| HOW TO COMPLETE THIS TASK |
Whenever the word "edges" occurs in a line of the material below, that line is counted. Report only the count.

| TASK INPUTS |
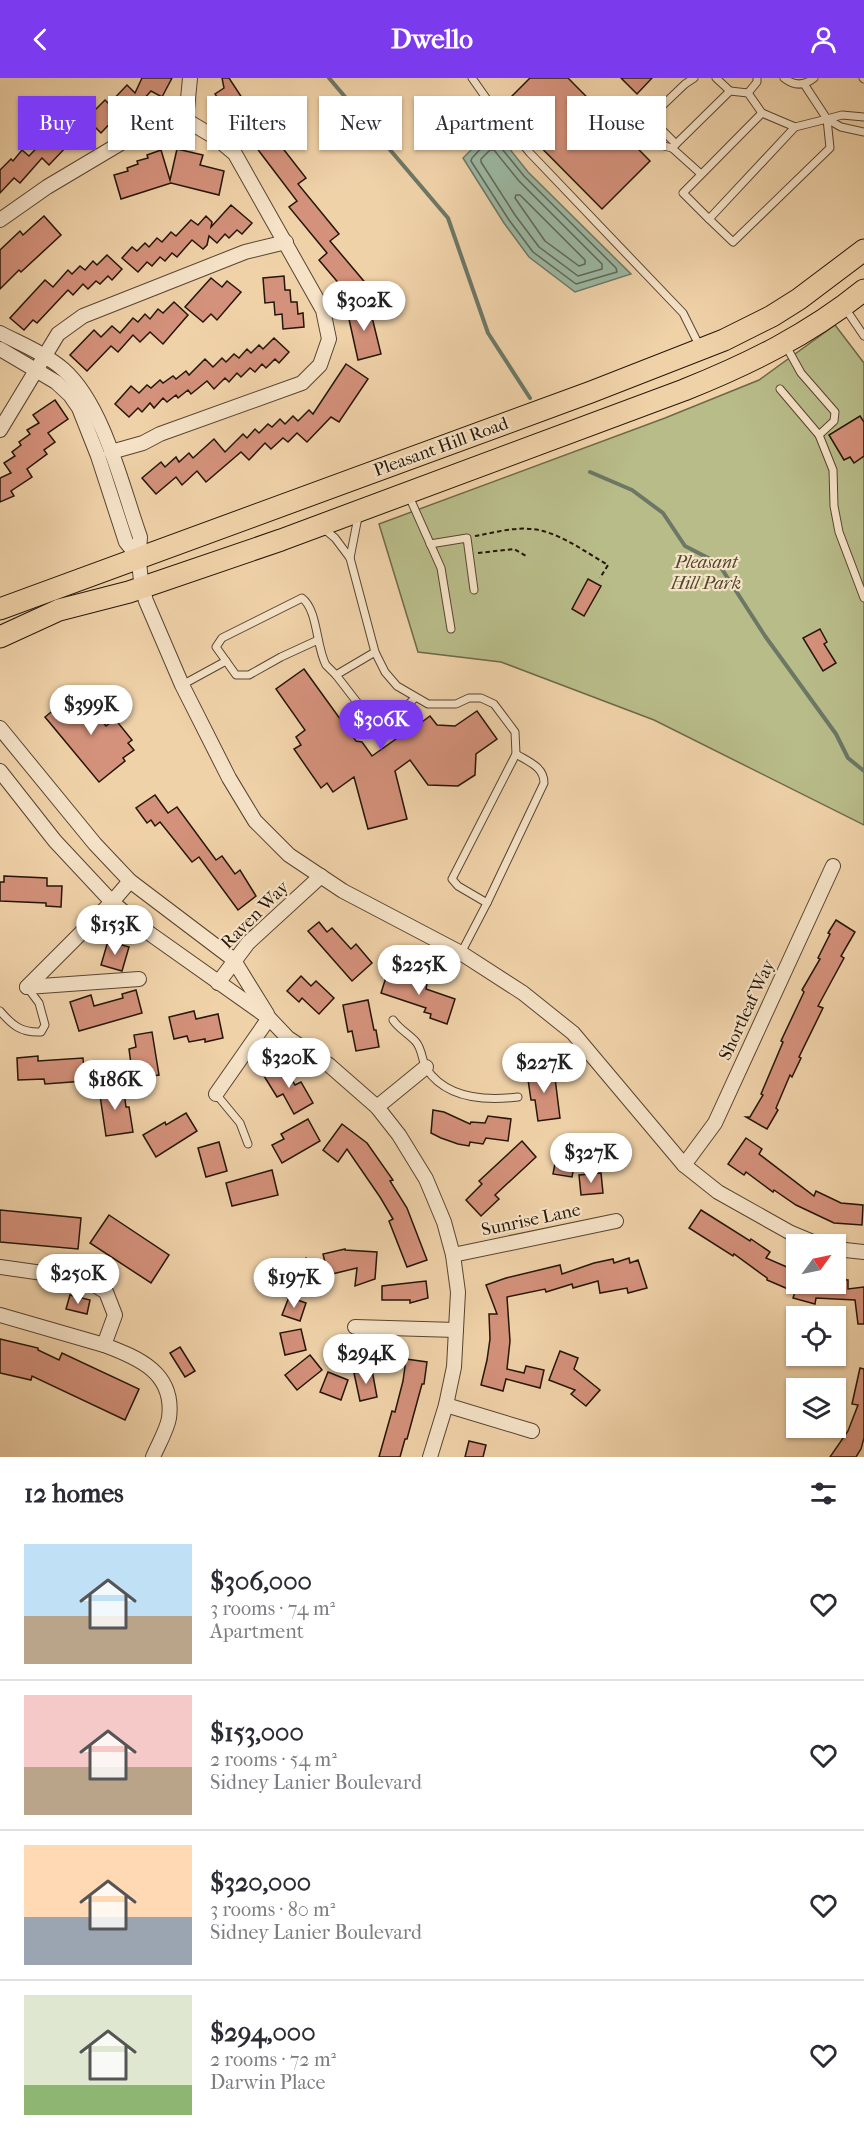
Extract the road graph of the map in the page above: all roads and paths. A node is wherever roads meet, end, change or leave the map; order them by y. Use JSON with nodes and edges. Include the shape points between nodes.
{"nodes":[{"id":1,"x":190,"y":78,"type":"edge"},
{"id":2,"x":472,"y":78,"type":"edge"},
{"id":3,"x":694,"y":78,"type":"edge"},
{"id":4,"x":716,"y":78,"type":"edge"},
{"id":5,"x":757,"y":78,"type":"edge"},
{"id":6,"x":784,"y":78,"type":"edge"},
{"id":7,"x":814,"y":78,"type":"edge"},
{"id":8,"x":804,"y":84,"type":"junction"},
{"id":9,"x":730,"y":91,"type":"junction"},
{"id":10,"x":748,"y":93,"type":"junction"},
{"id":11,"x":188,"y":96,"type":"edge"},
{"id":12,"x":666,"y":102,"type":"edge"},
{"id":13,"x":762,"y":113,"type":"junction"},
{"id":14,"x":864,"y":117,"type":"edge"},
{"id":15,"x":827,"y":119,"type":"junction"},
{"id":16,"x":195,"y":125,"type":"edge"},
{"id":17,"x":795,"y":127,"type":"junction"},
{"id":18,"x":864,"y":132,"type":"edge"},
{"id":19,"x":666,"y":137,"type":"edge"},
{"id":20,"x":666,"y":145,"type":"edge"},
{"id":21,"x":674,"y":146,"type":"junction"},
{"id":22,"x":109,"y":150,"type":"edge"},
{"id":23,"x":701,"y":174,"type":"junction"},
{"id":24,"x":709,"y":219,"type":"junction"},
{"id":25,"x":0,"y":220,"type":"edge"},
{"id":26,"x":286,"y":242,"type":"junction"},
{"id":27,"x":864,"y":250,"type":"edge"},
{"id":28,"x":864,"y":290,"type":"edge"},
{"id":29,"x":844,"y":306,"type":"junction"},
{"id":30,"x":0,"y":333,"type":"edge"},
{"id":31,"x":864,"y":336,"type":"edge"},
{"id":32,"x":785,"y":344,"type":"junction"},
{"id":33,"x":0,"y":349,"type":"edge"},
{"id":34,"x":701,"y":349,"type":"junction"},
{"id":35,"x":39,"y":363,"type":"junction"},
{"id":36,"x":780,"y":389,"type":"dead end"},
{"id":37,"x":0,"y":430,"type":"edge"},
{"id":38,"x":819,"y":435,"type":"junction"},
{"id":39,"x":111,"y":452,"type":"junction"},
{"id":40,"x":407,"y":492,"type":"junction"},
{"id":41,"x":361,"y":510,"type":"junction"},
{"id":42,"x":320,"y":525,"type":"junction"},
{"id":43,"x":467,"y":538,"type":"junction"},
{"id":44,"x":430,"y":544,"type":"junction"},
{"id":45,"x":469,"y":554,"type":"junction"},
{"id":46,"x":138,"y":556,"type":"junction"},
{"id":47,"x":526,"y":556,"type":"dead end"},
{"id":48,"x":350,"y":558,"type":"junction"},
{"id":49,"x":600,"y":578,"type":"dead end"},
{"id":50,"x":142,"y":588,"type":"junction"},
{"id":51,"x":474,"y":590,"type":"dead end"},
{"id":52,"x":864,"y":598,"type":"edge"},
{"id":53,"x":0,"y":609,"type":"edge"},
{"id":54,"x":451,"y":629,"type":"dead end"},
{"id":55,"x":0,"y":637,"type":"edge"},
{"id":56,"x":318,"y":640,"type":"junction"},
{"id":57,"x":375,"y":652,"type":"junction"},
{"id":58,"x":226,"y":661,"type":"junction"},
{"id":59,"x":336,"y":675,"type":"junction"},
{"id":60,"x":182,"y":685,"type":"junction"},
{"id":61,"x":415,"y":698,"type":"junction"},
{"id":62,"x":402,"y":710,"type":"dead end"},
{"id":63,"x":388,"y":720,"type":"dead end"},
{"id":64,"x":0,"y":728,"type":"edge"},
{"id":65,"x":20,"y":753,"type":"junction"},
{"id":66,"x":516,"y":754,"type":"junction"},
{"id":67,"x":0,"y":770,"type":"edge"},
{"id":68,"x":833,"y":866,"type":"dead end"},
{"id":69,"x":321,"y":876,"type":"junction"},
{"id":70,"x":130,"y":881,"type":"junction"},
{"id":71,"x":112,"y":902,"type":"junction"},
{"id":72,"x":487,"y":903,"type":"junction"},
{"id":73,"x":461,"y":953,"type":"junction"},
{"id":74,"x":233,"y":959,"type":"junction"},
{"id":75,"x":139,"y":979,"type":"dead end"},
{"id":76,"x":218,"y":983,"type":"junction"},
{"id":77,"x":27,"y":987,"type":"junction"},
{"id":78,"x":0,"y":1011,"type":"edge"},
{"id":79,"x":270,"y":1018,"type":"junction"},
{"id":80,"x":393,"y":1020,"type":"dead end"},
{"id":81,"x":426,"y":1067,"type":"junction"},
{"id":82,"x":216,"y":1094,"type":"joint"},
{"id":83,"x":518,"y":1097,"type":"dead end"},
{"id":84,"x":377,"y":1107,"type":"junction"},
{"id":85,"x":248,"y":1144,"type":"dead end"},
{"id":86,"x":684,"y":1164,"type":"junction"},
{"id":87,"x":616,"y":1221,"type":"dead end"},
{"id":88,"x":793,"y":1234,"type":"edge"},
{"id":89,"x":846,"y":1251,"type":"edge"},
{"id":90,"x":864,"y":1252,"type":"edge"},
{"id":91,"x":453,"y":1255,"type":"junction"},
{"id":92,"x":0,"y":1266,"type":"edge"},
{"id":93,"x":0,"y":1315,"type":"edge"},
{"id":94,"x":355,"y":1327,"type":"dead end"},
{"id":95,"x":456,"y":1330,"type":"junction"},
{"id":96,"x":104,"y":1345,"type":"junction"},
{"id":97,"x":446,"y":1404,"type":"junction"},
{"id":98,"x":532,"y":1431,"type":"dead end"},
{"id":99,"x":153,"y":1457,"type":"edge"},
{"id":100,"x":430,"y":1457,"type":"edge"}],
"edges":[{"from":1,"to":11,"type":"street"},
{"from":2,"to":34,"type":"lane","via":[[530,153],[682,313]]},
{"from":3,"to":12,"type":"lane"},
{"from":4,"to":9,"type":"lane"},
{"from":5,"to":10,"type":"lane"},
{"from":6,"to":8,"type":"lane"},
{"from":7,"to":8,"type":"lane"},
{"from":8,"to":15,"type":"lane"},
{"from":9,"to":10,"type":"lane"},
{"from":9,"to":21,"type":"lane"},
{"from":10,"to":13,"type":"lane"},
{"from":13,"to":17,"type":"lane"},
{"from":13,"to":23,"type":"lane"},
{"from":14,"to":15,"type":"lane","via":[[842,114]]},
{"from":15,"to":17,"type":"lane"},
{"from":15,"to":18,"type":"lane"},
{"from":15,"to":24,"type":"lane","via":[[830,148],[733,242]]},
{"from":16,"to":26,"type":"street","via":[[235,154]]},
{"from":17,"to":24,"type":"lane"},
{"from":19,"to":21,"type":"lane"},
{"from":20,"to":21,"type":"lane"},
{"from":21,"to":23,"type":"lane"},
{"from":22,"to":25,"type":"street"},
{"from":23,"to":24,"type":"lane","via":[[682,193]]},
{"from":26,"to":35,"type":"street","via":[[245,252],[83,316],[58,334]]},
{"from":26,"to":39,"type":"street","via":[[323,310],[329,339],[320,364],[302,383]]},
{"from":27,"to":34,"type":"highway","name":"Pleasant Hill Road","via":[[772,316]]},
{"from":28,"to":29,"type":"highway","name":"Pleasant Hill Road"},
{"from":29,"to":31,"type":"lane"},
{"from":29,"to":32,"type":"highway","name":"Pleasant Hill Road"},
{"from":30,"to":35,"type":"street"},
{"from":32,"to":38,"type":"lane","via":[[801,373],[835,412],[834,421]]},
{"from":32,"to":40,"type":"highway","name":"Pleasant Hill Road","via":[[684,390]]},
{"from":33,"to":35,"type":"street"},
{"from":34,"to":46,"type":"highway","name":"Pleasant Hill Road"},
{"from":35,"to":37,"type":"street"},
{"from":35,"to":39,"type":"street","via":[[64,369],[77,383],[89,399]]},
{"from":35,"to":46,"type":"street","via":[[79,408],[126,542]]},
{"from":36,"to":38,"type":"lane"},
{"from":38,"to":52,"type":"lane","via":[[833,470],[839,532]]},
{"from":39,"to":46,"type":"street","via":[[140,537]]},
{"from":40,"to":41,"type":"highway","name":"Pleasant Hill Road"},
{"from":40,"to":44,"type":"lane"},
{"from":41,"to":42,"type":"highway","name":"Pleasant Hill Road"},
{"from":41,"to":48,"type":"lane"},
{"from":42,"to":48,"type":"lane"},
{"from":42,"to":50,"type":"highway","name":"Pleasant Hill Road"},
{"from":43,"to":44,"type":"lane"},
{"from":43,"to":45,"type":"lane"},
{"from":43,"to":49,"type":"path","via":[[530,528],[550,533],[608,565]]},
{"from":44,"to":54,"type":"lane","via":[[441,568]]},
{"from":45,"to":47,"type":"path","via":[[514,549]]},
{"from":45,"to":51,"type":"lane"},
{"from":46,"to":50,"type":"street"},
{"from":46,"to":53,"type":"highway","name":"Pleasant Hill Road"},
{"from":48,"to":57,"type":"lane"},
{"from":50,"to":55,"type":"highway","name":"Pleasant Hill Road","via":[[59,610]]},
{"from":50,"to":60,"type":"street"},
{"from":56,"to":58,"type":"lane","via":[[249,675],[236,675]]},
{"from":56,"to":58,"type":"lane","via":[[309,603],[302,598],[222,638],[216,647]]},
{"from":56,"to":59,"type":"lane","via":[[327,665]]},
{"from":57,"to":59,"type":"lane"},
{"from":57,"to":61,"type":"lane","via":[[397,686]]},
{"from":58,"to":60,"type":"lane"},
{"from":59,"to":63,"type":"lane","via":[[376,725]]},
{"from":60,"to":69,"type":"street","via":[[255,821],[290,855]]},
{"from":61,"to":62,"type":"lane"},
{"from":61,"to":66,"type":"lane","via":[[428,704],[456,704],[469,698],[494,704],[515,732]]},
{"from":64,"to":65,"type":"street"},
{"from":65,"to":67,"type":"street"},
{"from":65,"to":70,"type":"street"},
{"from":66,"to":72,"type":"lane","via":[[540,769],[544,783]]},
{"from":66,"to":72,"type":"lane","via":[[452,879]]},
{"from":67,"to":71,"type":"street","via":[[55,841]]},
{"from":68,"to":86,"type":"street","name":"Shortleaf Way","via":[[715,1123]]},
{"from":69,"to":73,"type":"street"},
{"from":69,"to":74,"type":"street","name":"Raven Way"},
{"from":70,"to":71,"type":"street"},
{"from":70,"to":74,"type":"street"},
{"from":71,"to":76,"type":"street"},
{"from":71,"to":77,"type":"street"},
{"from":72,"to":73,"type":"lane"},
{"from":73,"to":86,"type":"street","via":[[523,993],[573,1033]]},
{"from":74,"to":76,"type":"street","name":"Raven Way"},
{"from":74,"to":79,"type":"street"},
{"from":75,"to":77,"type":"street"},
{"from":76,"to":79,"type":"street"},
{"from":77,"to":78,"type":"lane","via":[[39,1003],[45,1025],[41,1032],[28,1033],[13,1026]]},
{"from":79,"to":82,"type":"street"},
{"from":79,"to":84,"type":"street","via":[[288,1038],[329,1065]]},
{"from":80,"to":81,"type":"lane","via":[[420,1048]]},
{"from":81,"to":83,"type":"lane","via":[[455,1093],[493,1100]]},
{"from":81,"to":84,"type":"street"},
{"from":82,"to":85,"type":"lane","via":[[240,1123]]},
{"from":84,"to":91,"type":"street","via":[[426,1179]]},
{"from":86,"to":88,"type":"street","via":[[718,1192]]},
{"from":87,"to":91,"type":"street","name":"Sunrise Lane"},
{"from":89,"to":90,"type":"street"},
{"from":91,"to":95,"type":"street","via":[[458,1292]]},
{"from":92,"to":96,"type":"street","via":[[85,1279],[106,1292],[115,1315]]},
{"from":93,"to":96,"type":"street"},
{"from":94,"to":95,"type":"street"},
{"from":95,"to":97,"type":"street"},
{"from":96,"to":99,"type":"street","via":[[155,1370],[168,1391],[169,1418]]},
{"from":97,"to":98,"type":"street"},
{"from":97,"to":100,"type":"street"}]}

| EXERCISE SOLUTION |
2